Vagina Monologues Challenges Performers
By Faith Lenard
The stage inside the Zelazo Center is dark. There are about twenty women on the stage of all different shapes, races, and ages. Slowly, one-bye-one, a spotlight shines on each woman while she describes what her vagina would wear. Some of the descriptions are light and fun, others are dark and morbid. This is the UW-Milwaukee performance of Eve Ensler’s “The Vagina Monologues.”
“The Vagina Monologues” is a compilation of interviews with 200 women from across the globe about their vaginas and their good and bad experiences. The stories came from women around the world. The event was to expose the issue of violence against women and girls and show the hardships that many women on foreign soils experience during times of distress.
The show consisted of a variety of monologues that ranged across every emotion in the spectrum. Some of the stories were quite dark, while others were light and whimsical. Gemma Fitzsimmons, a 22-year-old UWM Theater student and prior performer, said she played the woman who liked to make vaginas happy.
“It was possibly the most embarrassing role I’ve ever had to do, having to do 20 orgasms on stage in my underwear.” Fitzsimmons said. “It was pretty interesting, but it was the best experience of my life.”
A piece that demonstrates some of the bad experiences is titled, “Women of the Congo.” The story described how different women had experienced vagina manipulation and reconstruction during war in their country. Many women had been raped, threatened and had their vaginas mutilated and plastic pieces welded into them as a replacement.
The audience was filled with a mixture of students and the general public. The audience was a variety of both men and women. The message and content of the show were appreciated by both genders alike.

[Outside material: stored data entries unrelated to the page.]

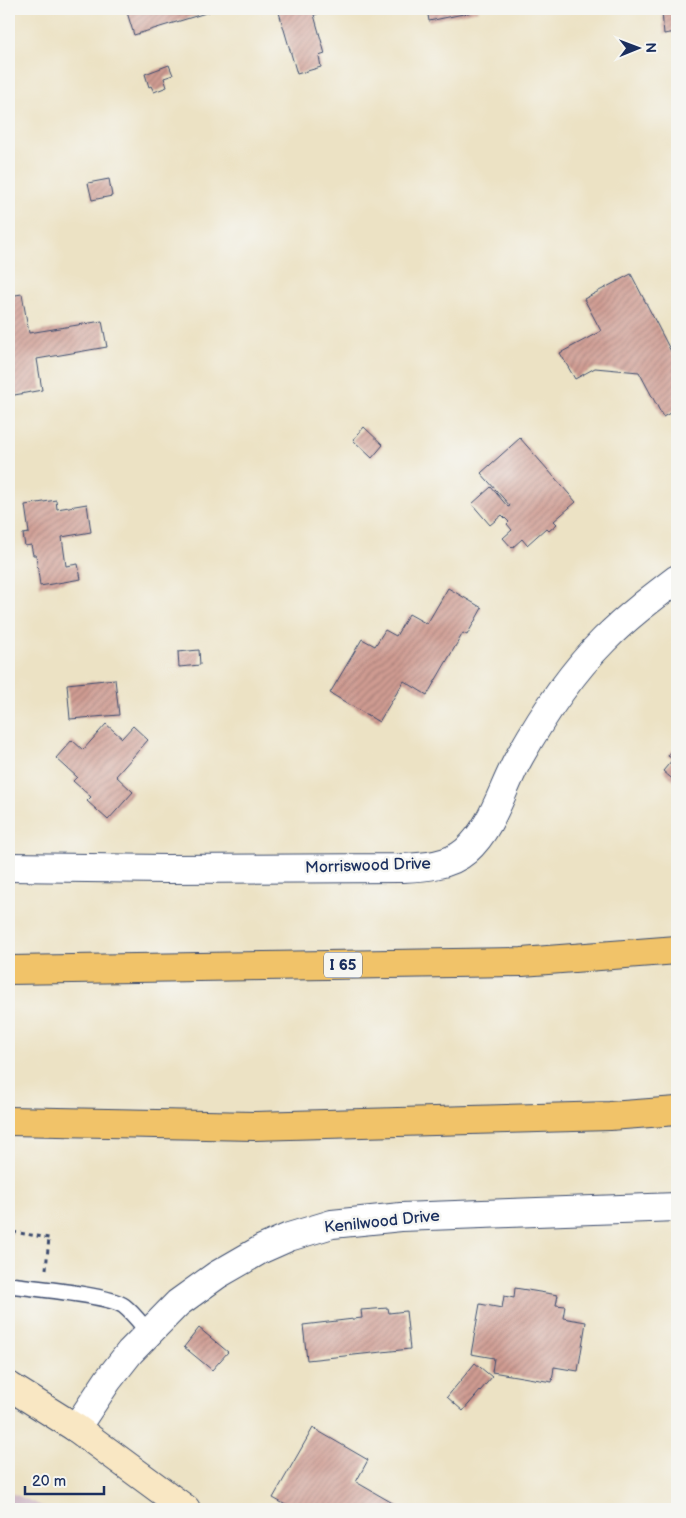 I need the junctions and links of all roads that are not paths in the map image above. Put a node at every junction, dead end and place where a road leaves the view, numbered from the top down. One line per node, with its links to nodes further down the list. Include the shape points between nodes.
1 (677, 579): 2 (street, Morriswood Drive, via 631,615 582,665 538,725 481,834 465,852 452,860 401,868)
2 (9, 867)
3 (677, 950): 4 (highway, I 65, via 522,962)
4 (9, 970)
5 (677, 1111): 7 (highway, via 610,1116 254,1126)
6 (9, 1121): 7 (highway)
7 (184, 1124): 8 (highway)
8 (9, 1138)
9 (677, 1207): 11 (street, Kenilwood Drive, via 401,1217 332,1224 289,1236 216,1275 178,1303)
10 (9, 1285): 11 (lane, via 102,1298 120,1304)
11 (148, 1332): 13 (street, Kenilwood Drive, via 108,1380)
12 (9, 1386): 13 (main road)
13 (76, 1428): 14 (main road)
14 (186, 1509)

Audience members paid to attend this event. UW-Milwaukee students got a reduced fare with their school ID. The proceeds from the tickets sold will go to anti-gender violence groups in Milwaukee and Haiti.
Stuart Hunter, a 23-year-old UWM Art History student, like many others, was a returning audience member. He believes that the monologues are an important piece for men to view as well as women.
“It sort of highlights things that women deal with day-to-day that, maybe, guys don’t particularly think about.” Hunter said. “For me it brought to life a lot of like, little things, that things that we may say to women and girls that we don’t think is a big deal, but it is actually.”
First time attendee, 20-year-old Marissa Mielke, a UWM Social Work student, was very moved by the performances. She said at the end of the show that she was glad that she attended.“It was a show about preventing violence against women and empowering women.” Mielke said. “I definitely felt more empowered.”